Staffing agency Find Great People recruited more than 357 targeted candidates for the position from government and private sector professionals nationwide, according to a news release. City council reviewed the top applicants whose qualifications, skills and experience would most effectively meet the needs and challenges of a growing community.
“City council is very pleased with the deep experience and talent of the city manager candidates brought to us by our Greenville-based search team,” said Greenville Mayor Knox White, in the release. “All of them bring a proven record of accomplishment and superb people skills to the position. Additionally, all of them know what it means to provide leadership to a diverse community that wants to balance its growth with quality of life.”
The city plans to have a new city manager in place by late August, the release said.

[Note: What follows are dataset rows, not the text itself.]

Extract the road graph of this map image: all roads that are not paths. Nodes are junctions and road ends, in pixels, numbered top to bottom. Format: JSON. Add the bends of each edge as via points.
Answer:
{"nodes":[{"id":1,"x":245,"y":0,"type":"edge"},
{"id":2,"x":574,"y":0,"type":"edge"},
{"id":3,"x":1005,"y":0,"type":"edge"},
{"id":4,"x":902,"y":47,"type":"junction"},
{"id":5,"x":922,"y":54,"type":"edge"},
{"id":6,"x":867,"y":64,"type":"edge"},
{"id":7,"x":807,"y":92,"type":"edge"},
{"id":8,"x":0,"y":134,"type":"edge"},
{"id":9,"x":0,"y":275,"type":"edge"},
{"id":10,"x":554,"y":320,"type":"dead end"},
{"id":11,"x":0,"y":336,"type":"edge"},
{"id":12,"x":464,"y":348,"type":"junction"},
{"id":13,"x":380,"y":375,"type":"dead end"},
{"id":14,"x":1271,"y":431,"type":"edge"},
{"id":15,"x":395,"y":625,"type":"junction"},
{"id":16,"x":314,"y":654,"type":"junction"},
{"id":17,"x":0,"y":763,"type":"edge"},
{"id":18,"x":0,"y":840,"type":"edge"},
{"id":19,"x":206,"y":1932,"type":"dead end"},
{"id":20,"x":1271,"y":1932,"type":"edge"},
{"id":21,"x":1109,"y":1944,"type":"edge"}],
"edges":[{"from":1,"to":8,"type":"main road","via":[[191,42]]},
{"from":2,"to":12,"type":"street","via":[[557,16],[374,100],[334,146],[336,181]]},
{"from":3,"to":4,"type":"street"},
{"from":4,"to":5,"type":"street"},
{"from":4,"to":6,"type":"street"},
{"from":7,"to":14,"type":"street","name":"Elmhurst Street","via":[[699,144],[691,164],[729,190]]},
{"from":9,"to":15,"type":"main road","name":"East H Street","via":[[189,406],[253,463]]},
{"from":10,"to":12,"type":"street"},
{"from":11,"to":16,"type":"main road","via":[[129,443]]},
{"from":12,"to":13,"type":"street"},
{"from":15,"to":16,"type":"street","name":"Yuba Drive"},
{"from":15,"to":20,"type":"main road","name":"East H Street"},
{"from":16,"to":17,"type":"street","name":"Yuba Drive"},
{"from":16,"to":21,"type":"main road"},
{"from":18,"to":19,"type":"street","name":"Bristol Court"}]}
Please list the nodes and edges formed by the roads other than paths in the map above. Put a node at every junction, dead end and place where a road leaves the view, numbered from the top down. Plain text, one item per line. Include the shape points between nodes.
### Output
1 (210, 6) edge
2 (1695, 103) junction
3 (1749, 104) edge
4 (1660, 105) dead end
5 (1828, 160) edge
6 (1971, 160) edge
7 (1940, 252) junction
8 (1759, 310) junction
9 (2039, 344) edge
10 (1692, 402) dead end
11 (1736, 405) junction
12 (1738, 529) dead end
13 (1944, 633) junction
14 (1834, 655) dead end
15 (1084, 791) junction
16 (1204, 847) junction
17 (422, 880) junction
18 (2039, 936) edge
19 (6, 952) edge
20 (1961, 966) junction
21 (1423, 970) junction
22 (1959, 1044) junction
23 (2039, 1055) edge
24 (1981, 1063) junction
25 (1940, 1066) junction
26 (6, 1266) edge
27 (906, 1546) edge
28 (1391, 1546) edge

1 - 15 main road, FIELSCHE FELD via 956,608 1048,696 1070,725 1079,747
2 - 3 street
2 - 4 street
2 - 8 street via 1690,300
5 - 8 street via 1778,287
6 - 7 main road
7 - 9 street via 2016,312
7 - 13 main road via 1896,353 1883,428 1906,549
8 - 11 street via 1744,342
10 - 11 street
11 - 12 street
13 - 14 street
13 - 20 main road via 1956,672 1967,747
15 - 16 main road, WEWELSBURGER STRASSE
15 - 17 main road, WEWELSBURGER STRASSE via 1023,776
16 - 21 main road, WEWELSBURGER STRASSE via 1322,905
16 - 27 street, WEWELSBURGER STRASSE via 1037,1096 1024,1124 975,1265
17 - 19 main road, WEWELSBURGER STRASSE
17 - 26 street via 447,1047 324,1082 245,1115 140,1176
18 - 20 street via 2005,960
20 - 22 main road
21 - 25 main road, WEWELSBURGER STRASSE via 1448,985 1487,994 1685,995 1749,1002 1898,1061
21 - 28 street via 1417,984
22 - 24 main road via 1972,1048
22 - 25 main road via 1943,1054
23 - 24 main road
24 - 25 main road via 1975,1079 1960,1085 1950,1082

The three finalists for the city manager position:
John McDonough currently serves as city manager of Sandy Springs, Ga., where he is responsible for the oversight of the city’s 500 staff members and additional outside contractors, as well as its $463 million operating, capital and special fund budgets. Prior to that he was city manager of Beaufort. McDonough has more than 27 years of municipal government experience.
Jeff Jones, deputy city manager and COO of Mesquite, Texas, oversees 1,000 employees and a $90 million operating budget. Prior to his role with the city of Mesquite, Jones served as the assistant city manager of Hurst, Texas. Jones has 25 years of municipal government experience.
Currently serving as the assistant city manager of Gainesville, Fla., Dan Hoffman oversees 700 employees and manages $126 million of the city’s operating budget. Hoffman has a background in leading smart city initiatives and addressing complex issues such as mobility and traffic abatement. Prior to joining the leadership team in Gainesville, Hoffman served as the first chief innovation officer for Montgomery County, Md., where he managed innovation programs that included smart city initiatives and a business incubator.